Grayson_Lynn_COLORBy E. Lynn Grayson

 

Tiny microbeads are introduced everyday into waterways from many personal care products and over the counter drugs. The plastic microbeads (often made of polyethylene or polypropylene) are recent additions in facial scrubs, soaps, toothpastes and other personal care products as abrasives or exfoliants. A single product may contain as many as 350,000 of these nanoparticles. Last week, EPA’s Janet Goodwin, Chief of the EPA Office of Wastewater’s Technology and Statistics, confirmed again that EPA lacks regulatory authority under the Clean Water Act to  regulate consumer use of plastic microbeads entering wastewaters, despite growing concern over impacts to the environment.

According to Ms. Goodwin, most of the plastic microbeads that are found in wastewater effluent come from consumer use.
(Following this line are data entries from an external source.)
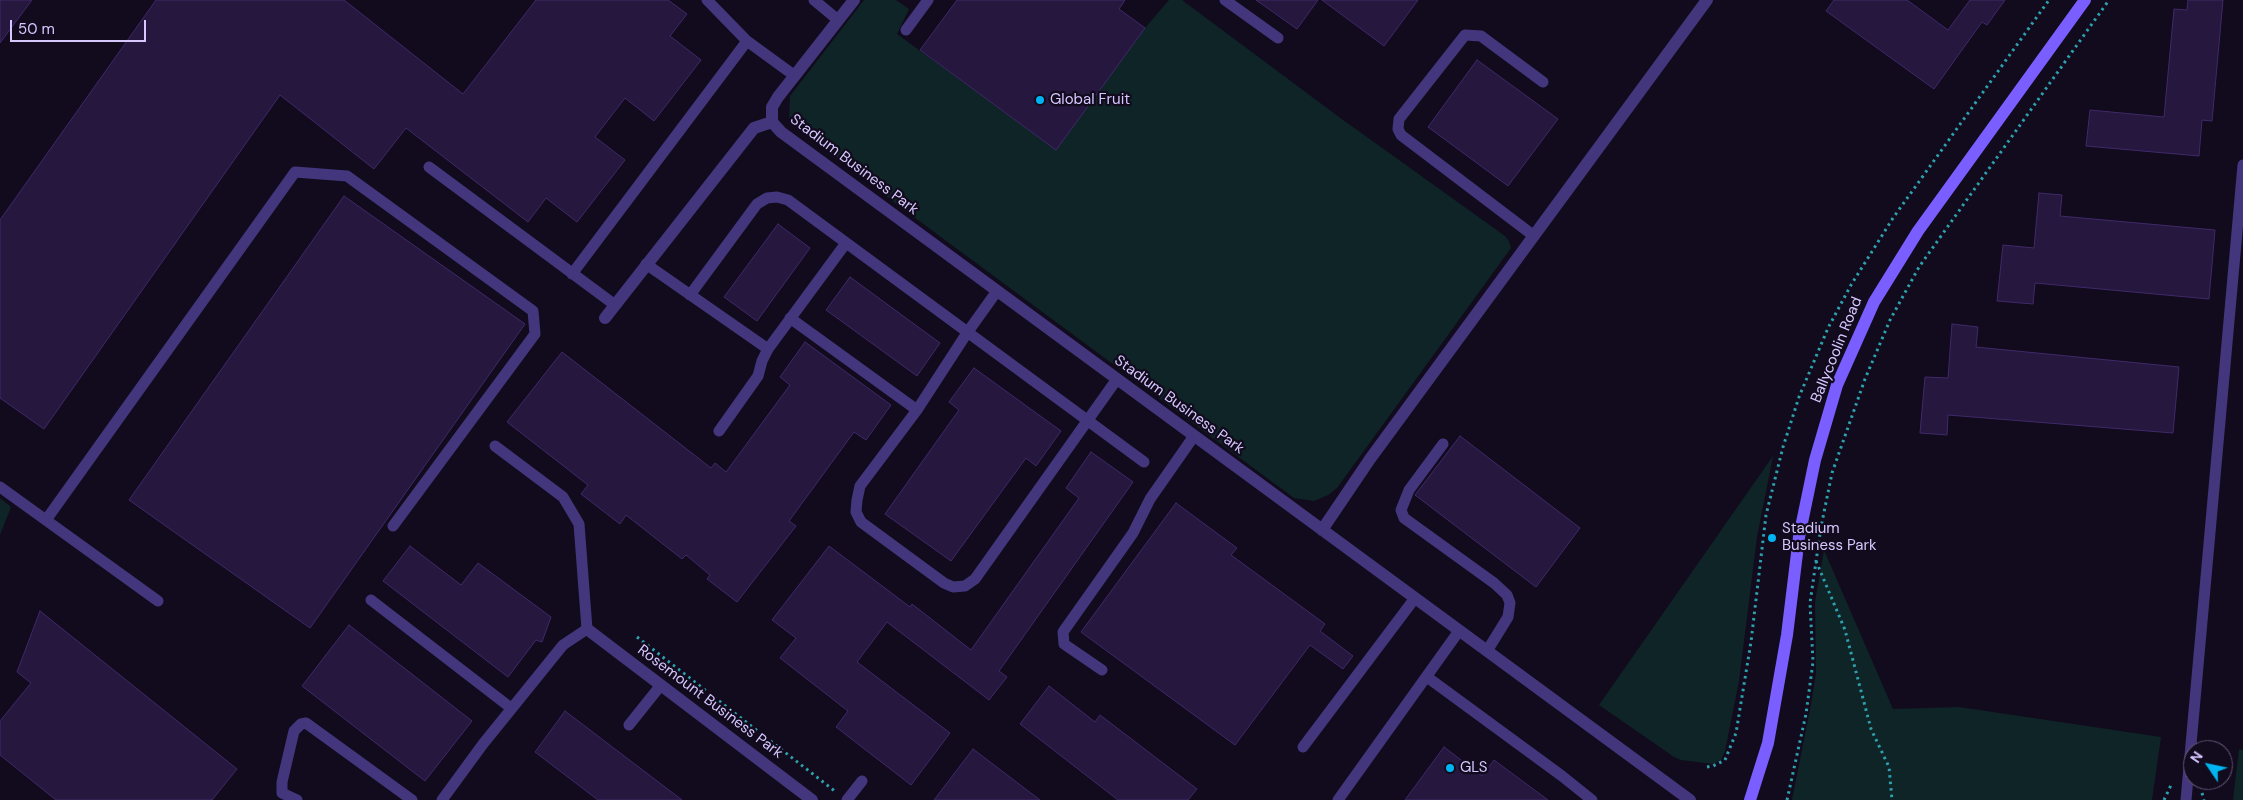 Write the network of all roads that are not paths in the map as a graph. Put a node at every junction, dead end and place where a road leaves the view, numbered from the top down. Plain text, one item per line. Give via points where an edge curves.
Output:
1 (707, 0) edge
2 (814, 0) edge
3 (854, 0) edge
4 (1225, 0) edge
5 (1706, 0) edge
6 (2085, 0) edge
7 (923, 2) edge
8 (838, 20) junction
9 (906, 30) dead end
10 (1278, 38) dead end
11 (747, 41) junction
12 (794, 76) junction
13 (1543, 82) dead end
14 (772, 122) junction
15 (2243, 165) edge
16 (429, 168) dead end
17 (1534, 236) junction
18 (846, 243) junction
19 (646, 264) junction
20 (572, 274) junction
21 (997, 291) junction
22 (690, 295) junction
23 (615, 305) junction
24 (605, 318) dead end
25 (790, 318) junction
26 (967, 333) junction
27 (768, 350) junction
28 (1117, 379) junction
29 (917, 410) junction
30 (1088, 421) junction
31 (719, 431) dead end
32 (1194, 436) junction
33 (1443, 444) dead end
34 (495, 446) dead end
35 (1144, 462) dead end
36 (0, 487) edge
37 (46, 520) junction
38 (393, 526) dead end
39 (1322, 530) junction
40 (1414, 598) junction
41 (371, 600) dead end
42 (158, 601) dead end
43 (587, 629) junction
44 (1459, 631) junction
45 (1487, 651) junction
46 (1102, 670) dead end
47 (1427, 677) junction
48 (661, 685) junction
49 (511, 708) junction
50 (630, 725) dead end
51 (1303, 746) dead end
52 (862, 780) dead end
53 (843, 797) edge
54 (297, 800) edge
55 (412, 800) edge
56 (442, 800) edge
57 (812, 800) edge
58 (1338, 800) edge
59 (1592, 800) edge
60 (1690, 800) edge
61 (1750, 800) edge
62 (2186, 800) edge

1 - 11 lane
2 - 8 lane
3 - 8 street, Stadium Business Park
4 - 10 lane
5 - 17 street
6 - 61 street, Ballycoolin Road via 1918,231 1874,302 1837,385 1809,488 1769,733
7 - 9 lane
8 - 12 street, Stadium Business Park
11 - 12 lane
11 - 20 lane
12 - 14 street, Stadium Business Park via 772,107
13 - 17 lane via 1481,36 1465,35 1399,119 1398,129
14 - 19 street via 754,128
14 - 21 street, Stadium Business Park via 781,132
15 - 62 lane
16 - 20 lane
17 - 39 street via 1370,459
18 - 22 lane via 788,200 767,198 757,204
18 - 25 lane
18 - 26 lane
19 - 22 lane
19 - 23 street
20 - 23 lane
21 - 26 lane
21 - 28 street, Stadium Business Park
22 - 27 lane
23 - 24 street
25 - 27 lane
25 - 29 lane
26 - 29 lane
26 - 30 lane
27 - 31 lane via 758,376
28 - 30 lane
28 - 32 street, Stadium Business Park
29 - 30 lane via 860,486 856,512 862,522 953,587 965,586 975,579
30 - 35 lane
32 - 39 street, Stadium Business Park
32 - 46 lane via 1150,498 1133,533 1063,632 1064,644
33 - 45 lane via 1409,490 1401,510 1404,518 1507,595 1510,604 1508,617
34 - 43 lane via 563,497 579,524
36 - 37 lane
37 - 38 lane via 295,172 347,176 533,311 535,334
37 - 42 lane
39 - 40 street, Stadium Business Park
40 - 44 street, Stadium Business Park
40 - 51 lane
41 - 49 lane
43 - 48 street, Rosemount Business Park
43 - 49 lane via 563,645
44 - 45 street, Stadium Business Park
44 - 47 lane
45 - 60 street, Stadium Business Park
47 - 58 lane
47 - 59 lane
48 - 50 lane
48 - 57 street, Rosemount Business Park
49 - 56 lane
52 - 53 lane
54 - 55 lane via 282,794 282,782 294,731 306,723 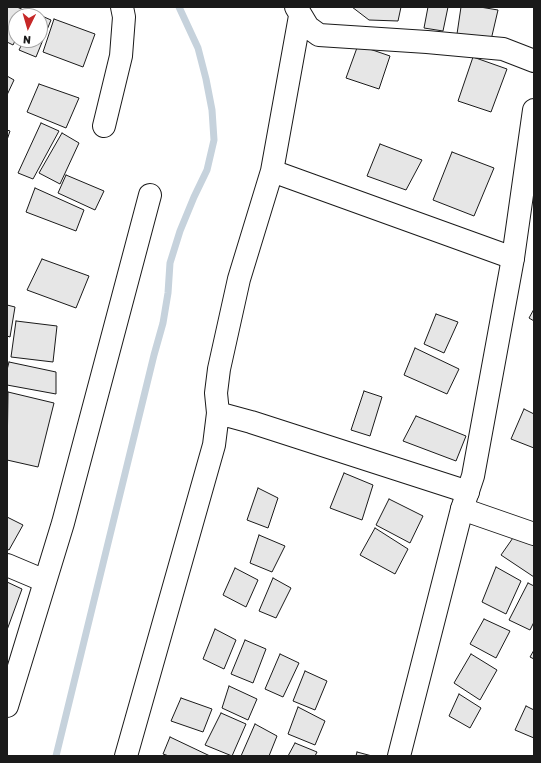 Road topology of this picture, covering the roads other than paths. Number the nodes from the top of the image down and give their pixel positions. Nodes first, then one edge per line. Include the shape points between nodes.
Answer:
1 (122, 7) edge
2 (298, 12) edge
3 (534, 61) edge
4 (534, 110) edge
5 (104, 126) dead end
6 (272, 171) junction
7 (150, 196) dead end
8 (513, 258) junction
9 (218, 414) junction
10 (465, 500) junction
11 (534, 534) edge
12 (7, 565) edge
13 (45, 581) junction
14 (7, 706) edge
15 (126, 756) edge
16 (399, 756) edge

1 - 5 street via 124,17 121,56
2 - 3 street via 308,27 319,35 503,48
2 - 6 street
4 - 8 street
6 - 8 street
6 - 9 street via 239,279 218,369
7 - 13 street
8 - 10 street via 473,476
9 - 10 street via 240,419
9 - 15 street via 214,445
10 - 11 street
10 - 16 street
12 - 13 street
13 - 14 street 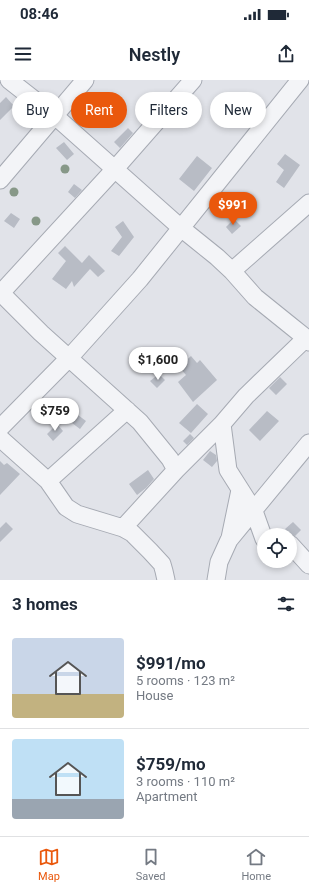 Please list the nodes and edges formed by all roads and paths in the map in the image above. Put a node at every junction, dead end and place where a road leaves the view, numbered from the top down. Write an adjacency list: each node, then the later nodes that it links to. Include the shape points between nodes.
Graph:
1 (9, 80): 5 (street)
2 (85, 80): 6 (street)
3 (193, 80): 9 (street)
4 (300, 80): 12 (street)
5 (24, 92)
6 (63, 106)
7 (63, 123): 9 (street)
8 (45, 128): 10 (street)
9 (114, 170): 12 (street); 14 (street)
10 (0, 180)
11 (309, 204): 13 (street)
12 (180, 228): 13 (street); 16 (street, via 140,278)
13 (232, 271): 15 (street, via 255,297)
14 (0, 293): 16 (street)
15 (308, 340): 18 (street, via 246,396)
16 (69, 358): 17 (street); 19 (street)
17 (127, 410): 22 (street, via 140,422); 23 (street)
18 (222, 424): 22 (street); 24 (street, via 228,470)
19 (0, 428)
20 (0, 438): 23 (street)
21 (309, 443): 25 (street)
22 (176, 470): 26 (street)
23 (48, 481): 26 (street, via 66,507 77,514)
24 (240, 490): 25 (street); 28 (street)
25 (254, 511): 27 (street); 28 (street)
26 (123, 528): 31 (street, via 162,564)
27 (260, 528)
28 (229, 540): 32 (street, via 219,562)
29 (297, 552): 30 (street)
30 (308, 564)
31 (166, 580)
32 (216, 580)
The EPA only has authority to regulate plastic microbeads that enter wastewater from industry, either through effluent guidelines or pretreatment standards.

The plastic microbeads are smaller than five millimeters in diameter and have been found to pass through the filters of wastewater treatment plants and make their way to rivers, lakes and larger bodies of water, including the Great Lakes. EPA has plans to evaluate wastewater discharges from the manufacture of products using nanomaterials but will not have any updates until the issuance of the preliminary effluent guideline plans for 2015, sometime later in 2016.

In 2014, Illinois was the first state to pass a law to ban plastic microbeads after recognizing the dangers posed to the Great Lakes. The Illinois law provides time for personal care product companies to slowly phase out manufacture and sale of products that contain the plastic microbeads by 2018-2019. Other states also are working on similar legislation. The Personal Care Products Council is hoping a federal law can be passed to provide a uniform, consistent ban on products containing microbeads instead of the patchwork of state regulations that is emerging. See the Corporate Environmental Lawyer blog on May 7, 2015 for a summary of legislative actions taken by the State of Minnesota to manage microbeads.

While EPA is addressing nanomaterials in other areas under its TSCA authority, the lack of Clean Water Act authority will make controlling discharges containing microbeads very difficult in the absence of new legislation.